What to work on >>
Write out every line below that contains "Malvinas".

Listed entries >>

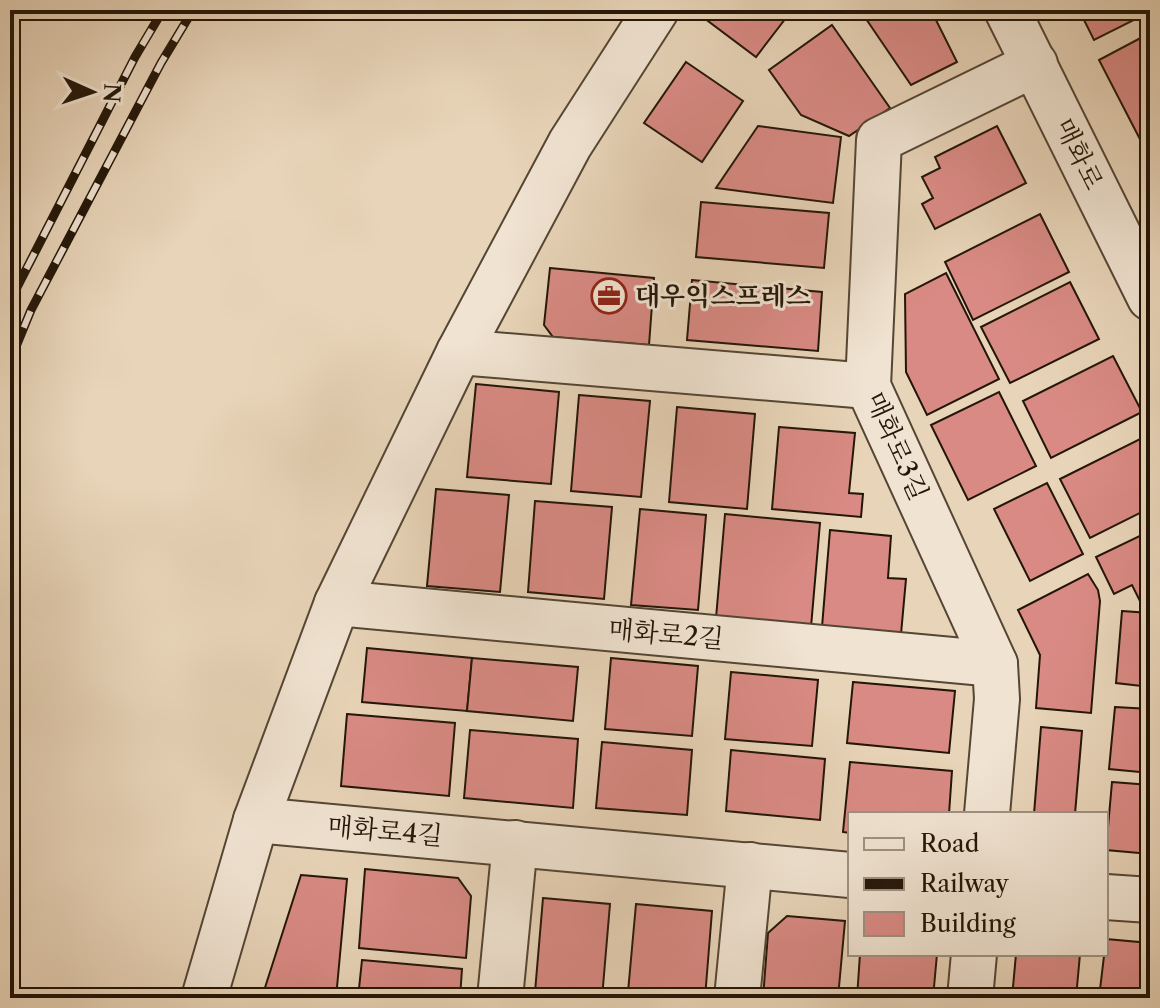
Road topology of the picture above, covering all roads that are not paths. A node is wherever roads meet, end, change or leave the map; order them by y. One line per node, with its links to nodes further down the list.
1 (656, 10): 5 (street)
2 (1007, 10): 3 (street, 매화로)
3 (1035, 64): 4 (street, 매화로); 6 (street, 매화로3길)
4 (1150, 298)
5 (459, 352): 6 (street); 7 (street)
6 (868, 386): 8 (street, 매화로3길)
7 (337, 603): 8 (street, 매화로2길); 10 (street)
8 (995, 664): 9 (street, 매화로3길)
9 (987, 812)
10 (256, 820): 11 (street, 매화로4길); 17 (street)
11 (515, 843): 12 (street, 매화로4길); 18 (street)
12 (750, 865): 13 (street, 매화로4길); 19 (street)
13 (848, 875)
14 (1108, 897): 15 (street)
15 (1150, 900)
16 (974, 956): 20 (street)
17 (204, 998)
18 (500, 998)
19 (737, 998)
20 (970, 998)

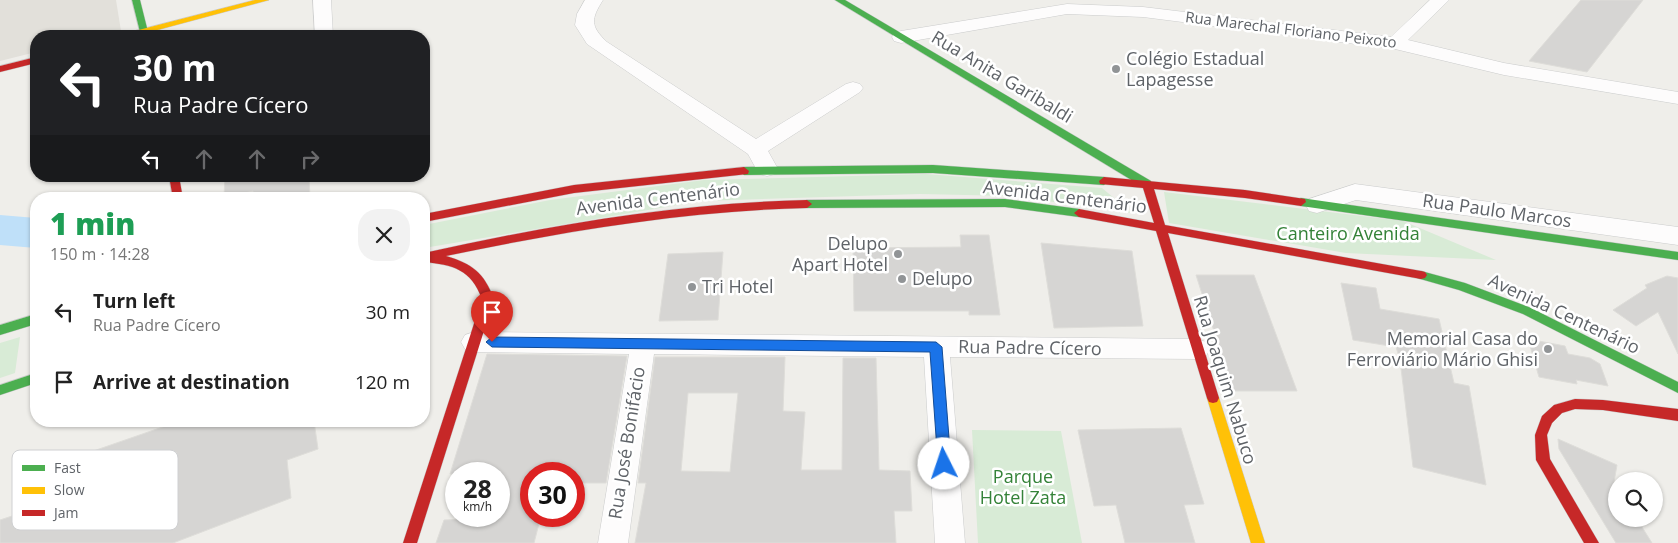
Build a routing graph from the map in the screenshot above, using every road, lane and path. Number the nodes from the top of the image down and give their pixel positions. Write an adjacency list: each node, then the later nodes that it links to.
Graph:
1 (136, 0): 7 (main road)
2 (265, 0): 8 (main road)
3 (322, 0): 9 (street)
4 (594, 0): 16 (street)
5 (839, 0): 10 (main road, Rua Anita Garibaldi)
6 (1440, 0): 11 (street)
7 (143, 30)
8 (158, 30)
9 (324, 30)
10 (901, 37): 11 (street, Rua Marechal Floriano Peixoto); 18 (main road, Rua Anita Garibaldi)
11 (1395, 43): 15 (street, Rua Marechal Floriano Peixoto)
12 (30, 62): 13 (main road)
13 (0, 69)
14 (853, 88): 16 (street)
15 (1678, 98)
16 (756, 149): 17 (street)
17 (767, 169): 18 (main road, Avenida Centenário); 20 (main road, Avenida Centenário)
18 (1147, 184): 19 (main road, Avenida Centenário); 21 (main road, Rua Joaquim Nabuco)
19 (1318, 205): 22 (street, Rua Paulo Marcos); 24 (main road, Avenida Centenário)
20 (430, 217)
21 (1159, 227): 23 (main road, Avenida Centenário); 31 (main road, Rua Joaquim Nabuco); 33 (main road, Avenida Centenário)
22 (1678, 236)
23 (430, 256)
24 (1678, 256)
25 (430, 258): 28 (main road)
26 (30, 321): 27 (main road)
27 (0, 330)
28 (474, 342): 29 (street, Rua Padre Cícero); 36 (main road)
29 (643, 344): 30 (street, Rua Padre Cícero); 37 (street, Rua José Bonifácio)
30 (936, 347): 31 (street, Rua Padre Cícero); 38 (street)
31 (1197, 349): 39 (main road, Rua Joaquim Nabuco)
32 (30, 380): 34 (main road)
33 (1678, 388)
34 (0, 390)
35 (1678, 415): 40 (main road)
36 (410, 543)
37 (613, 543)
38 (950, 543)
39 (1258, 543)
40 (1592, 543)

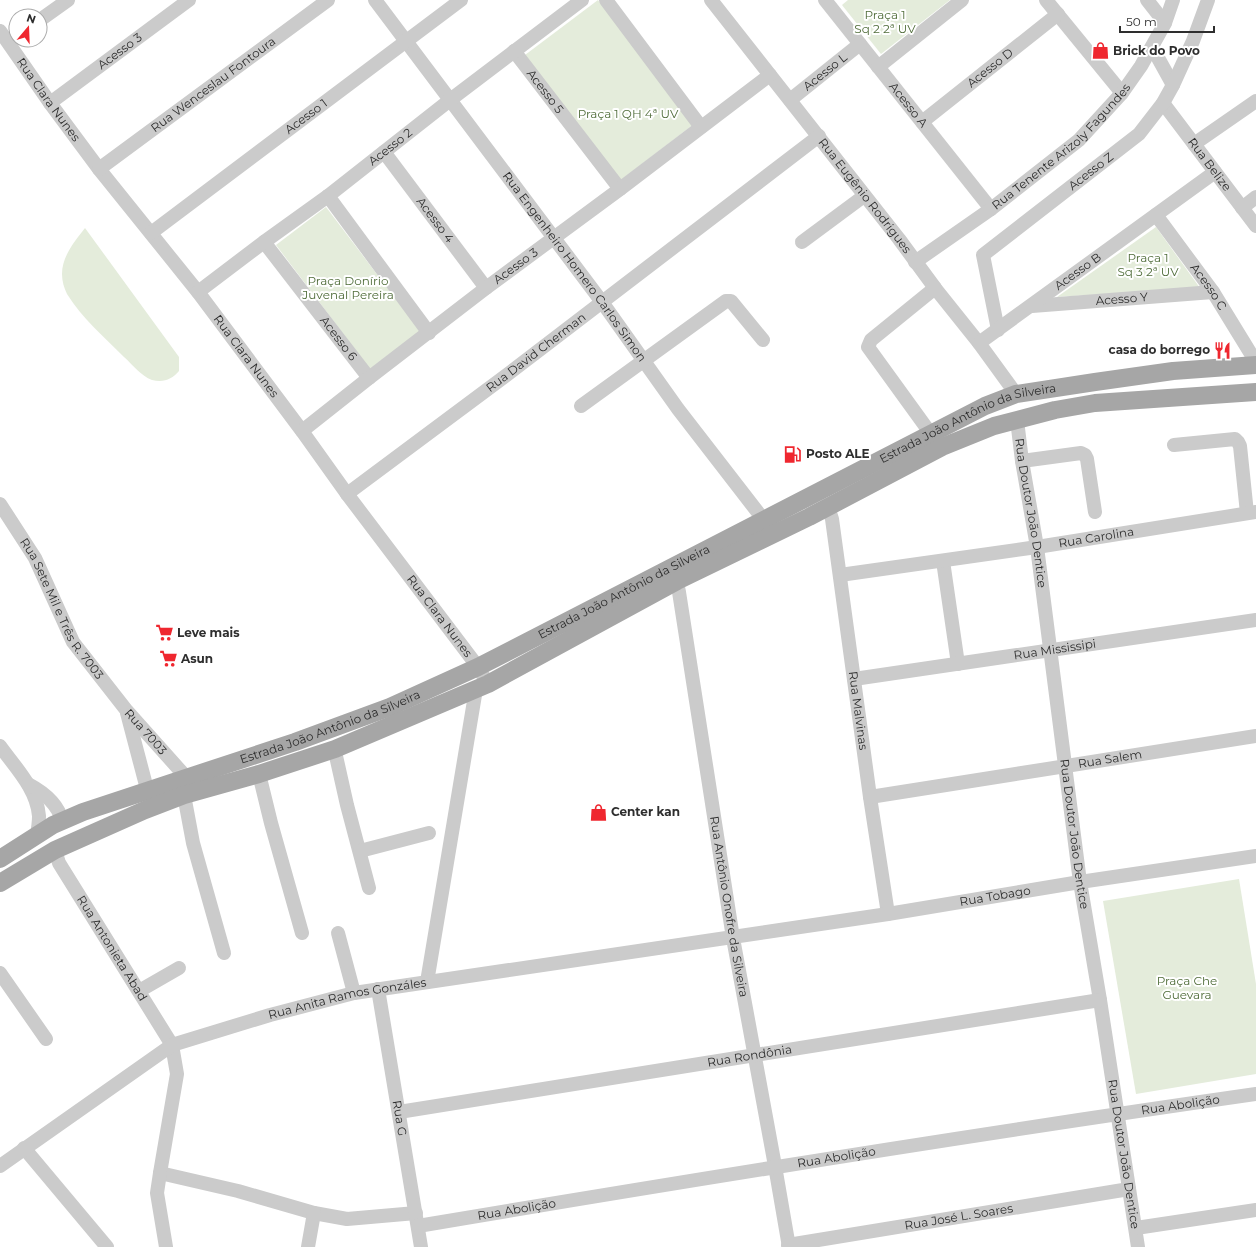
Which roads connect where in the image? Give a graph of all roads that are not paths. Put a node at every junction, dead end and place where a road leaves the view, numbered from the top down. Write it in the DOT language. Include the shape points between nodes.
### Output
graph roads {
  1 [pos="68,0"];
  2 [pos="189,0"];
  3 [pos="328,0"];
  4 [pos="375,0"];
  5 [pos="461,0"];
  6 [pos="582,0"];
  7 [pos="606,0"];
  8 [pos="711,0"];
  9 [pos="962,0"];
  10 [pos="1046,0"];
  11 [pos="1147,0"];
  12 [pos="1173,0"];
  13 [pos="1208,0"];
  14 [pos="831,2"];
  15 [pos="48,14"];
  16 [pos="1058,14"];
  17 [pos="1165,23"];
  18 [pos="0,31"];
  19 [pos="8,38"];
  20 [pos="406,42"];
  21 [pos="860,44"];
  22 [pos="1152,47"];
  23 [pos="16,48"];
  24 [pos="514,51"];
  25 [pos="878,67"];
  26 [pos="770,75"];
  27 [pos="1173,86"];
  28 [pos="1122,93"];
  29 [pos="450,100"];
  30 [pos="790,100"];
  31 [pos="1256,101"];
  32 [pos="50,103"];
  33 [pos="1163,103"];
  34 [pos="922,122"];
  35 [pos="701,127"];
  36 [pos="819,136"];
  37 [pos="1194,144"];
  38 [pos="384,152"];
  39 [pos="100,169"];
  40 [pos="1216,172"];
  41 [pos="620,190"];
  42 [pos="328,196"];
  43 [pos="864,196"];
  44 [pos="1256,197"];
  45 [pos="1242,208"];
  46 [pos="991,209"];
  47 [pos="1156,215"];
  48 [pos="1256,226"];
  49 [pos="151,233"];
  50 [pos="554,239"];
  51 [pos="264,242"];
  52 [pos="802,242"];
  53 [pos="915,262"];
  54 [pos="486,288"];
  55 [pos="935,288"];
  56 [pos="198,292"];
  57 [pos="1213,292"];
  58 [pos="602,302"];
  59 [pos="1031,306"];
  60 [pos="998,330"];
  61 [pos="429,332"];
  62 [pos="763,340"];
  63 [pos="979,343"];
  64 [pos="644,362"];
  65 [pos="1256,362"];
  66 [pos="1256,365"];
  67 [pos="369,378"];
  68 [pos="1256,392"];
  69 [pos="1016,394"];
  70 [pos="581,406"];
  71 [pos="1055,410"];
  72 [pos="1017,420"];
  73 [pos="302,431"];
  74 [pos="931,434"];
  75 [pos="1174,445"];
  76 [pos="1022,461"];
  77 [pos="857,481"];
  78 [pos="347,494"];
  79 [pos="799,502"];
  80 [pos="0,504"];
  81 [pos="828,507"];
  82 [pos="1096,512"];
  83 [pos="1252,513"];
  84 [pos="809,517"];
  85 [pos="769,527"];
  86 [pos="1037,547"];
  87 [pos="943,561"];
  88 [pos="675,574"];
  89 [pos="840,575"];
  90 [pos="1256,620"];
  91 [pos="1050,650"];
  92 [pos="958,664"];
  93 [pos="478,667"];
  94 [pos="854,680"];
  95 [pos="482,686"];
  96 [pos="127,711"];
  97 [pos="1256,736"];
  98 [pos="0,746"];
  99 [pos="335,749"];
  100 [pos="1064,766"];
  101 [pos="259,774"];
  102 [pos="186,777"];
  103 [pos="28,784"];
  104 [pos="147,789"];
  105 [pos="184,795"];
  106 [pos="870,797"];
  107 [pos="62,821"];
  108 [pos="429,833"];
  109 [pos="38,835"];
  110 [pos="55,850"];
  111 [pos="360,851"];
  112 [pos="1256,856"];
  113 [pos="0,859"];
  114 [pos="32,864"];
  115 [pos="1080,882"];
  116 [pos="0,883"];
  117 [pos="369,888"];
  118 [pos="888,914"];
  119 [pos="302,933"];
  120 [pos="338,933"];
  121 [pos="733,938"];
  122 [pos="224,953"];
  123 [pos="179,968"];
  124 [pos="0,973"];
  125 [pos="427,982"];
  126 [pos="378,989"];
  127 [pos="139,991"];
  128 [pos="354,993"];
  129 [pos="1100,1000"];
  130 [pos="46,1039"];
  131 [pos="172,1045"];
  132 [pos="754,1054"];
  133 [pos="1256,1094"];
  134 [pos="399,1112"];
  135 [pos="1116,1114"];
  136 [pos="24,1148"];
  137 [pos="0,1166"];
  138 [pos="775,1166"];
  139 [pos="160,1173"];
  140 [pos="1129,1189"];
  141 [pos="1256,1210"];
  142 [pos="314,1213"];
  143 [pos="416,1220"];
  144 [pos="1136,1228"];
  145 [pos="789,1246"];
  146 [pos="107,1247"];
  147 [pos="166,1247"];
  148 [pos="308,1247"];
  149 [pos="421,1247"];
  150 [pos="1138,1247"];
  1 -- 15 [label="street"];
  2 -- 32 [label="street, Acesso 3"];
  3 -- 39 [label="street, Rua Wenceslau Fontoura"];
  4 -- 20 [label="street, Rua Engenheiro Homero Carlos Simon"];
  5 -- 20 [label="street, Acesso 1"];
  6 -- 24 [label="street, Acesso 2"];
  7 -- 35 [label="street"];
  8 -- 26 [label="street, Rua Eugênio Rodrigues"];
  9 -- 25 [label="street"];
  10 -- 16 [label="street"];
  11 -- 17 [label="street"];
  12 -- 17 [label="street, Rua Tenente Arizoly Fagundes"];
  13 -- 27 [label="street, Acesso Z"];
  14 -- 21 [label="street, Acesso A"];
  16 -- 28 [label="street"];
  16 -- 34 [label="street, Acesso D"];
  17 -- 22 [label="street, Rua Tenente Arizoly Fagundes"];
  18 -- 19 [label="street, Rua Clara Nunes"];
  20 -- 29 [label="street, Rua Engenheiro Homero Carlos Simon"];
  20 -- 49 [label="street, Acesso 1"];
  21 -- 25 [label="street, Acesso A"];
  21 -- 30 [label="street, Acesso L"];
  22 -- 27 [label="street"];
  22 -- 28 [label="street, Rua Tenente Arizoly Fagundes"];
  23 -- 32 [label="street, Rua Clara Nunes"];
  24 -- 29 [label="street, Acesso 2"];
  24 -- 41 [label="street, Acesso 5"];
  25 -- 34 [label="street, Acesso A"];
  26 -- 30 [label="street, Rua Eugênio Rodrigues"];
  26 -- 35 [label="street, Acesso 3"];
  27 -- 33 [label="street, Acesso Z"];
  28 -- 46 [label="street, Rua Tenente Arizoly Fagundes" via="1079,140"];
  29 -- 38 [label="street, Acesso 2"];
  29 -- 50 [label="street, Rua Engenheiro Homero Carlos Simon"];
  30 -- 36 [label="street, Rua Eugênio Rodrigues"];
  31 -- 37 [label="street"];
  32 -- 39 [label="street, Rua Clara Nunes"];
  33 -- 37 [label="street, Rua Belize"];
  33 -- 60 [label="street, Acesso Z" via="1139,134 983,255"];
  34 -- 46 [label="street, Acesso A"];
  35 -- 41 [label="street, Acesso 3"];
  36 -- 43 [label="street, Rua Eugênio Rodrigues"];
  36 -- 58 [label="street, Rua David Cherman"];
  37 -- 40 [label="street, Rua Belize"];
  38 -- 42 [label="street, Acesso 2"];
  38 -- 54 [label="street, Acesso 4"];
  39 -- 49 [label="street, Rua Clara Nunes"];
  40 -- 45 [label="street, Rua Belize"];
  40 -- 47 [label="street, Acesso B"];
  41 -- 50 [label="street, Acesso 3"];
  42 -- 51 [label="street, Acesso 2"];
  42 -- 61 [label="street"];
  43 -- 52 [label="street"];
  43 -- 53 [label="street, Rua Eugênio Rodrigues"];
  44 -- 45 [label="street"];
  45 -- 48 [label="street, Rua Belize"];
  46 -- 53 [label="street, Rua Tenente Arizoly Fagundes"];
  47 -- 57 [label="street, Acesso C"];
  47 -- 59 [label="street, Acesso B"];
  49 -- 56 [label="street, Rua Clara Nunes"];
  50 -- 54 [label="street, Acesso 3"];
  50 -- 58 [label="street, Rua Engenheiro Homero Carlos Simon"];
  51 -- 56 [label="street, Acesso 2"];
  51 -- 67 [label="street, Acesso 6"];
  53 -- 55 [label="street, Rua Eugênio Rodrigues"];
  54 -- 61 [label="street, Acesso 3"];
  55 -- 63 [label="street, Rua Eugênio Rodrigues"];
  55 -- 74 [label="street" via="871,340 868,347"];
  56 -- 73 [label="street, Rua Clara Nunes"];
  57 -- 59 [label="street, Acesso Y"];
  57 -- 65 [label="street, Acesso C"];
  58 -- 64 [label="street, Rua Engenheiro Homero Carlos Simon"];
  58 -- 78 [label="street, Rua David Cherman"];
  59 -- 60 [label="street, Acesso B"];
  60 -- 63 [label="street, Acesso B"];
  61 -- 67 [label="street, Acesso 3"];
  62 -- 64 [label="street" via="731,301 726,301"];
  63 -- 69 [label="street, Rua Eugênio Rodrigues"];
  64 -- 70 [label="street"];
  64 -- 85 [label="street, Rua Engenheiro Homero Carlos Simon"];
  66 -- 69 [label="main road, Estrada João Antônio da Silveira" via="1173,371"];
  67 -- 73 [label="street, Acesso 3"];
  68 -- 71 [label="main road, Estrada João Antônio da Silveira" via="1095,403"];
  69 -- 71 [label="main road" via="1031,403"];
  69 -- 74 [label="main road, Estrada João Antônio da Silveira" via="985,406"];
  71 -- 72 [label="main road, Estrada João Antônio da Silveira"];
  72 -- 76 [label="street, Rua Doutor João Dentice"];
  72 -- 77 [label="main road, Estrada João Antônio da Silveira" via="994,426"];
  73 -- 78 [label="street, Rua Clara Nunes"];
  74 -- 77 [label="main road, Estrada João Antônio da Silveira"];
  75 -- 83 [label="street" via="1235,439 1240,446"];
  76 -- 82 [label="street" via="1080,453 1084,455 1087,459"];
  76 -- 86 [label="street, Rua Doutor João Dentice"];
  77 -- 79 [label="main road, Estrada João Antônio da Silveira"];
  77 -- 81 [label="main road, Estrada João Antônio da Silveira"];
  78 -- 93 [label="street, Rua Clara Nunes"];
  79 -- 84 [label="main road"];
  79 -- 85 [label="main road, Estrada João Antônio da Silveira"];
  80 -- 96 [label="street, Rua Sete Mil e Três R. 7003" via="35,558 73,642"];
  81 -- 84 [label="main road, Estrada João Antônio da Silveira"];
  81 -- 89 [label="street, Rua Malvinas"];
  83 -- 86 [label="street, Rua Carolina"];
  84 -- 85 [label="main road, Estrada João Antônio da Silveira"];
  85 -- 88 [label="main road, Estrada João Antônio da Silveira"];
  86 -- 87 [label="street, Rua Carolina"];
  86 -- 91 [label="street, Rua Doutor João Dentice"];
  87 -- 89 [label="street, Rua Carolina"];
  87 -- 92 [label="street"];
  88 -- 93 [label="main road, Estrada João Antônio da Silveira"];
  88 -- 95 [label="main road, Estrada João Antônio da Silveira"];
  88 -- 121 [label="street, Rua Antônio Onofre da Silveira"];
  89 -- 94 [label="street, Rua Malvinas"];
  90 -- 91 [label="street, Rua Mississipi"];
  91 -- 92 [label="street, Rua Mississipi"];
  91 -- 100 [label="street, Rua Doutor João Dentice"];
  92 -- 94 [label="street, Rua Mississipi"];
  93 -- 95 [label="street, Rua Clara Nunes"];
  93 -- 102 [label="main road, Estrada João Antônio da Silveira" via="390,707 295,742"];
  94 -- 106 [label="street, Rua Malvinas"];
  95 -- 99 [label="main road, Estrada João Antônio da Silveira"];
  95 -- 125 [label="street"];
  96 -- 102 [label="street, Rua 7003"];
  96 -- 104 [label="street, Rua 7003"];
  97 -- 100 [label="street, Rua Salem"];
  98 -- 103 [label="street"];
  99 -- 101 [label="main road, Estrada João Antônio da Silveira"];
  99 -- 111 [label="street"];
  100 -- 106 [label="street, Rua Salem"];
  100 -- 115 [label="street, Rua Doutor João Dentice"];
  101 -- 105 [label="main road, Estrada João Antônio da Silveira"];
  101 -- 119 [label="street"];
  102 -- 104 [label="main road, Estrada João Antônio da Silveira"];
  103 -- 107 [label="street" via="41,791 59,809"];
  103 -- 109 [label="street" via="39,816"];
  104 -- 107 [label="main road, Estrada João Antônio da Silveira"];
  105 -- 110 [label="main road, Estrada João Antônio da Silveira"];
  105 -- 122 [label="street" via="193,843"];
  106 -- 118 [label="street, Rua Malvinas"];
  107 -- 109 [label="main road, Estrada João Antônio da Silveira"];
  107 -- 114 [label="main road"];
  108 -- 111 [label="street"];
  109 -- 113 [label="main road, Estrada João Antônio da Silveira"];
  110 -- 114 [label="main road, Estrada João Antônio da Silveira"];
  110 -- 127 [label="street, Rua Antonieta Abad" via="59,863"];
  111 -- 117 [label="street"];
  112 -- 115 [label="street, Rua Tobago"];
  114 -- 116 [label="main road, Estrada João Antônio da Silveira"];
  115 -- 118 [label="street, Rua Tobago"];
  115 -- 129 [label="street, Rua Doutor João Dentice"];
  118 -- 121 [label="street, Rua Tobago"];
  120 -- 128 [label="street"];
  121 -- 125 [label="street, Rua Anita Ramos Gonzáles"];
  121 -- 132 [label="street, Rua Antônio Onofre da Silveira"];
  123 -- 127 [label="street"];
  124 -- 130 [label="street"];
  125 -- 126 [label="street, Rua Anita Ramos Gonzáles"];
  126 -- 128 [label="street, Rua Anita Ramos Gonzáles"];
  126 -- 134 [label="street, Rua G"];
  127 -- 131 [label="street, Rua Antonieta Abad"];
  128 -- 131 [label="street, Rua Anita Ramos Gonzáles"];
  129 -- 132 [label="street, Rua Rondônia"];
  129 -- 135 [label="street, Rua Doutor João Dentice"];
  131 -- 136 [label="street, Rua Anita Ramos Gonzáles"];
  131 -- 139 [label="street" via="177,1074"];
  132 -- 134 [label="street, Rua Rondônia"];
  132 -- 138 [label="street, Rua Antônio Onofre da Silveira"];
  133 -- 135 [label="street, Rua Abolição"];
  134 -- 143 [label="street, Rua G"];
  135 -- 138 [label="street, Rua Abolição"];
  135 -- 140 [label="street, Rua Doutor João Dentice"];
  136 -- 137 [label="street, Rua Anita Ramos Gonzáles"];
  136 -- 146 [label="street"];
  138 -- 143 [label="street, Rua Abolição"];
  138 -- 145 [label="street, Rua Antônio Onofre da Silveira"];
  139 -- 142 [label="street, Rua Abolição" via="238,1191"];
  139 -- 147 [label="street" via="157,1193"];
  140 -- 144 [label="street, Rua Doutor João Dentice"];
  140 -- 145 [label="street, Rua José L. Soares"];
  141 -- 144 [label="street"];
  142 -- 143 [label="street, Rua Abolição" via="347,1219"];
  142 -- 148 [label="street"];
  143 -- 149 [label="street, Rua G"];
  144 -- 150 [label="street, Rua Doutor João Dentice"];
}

Exercise response >>
  81 -- 89 [label="street, Rua Malvinas"];
  89 -- 94 [label="street, Rua Malvinas"];
  94 -- 106 [label="street, Rua Malvinas"];
  106 -- 118 [label="street, Rua Malvinas"];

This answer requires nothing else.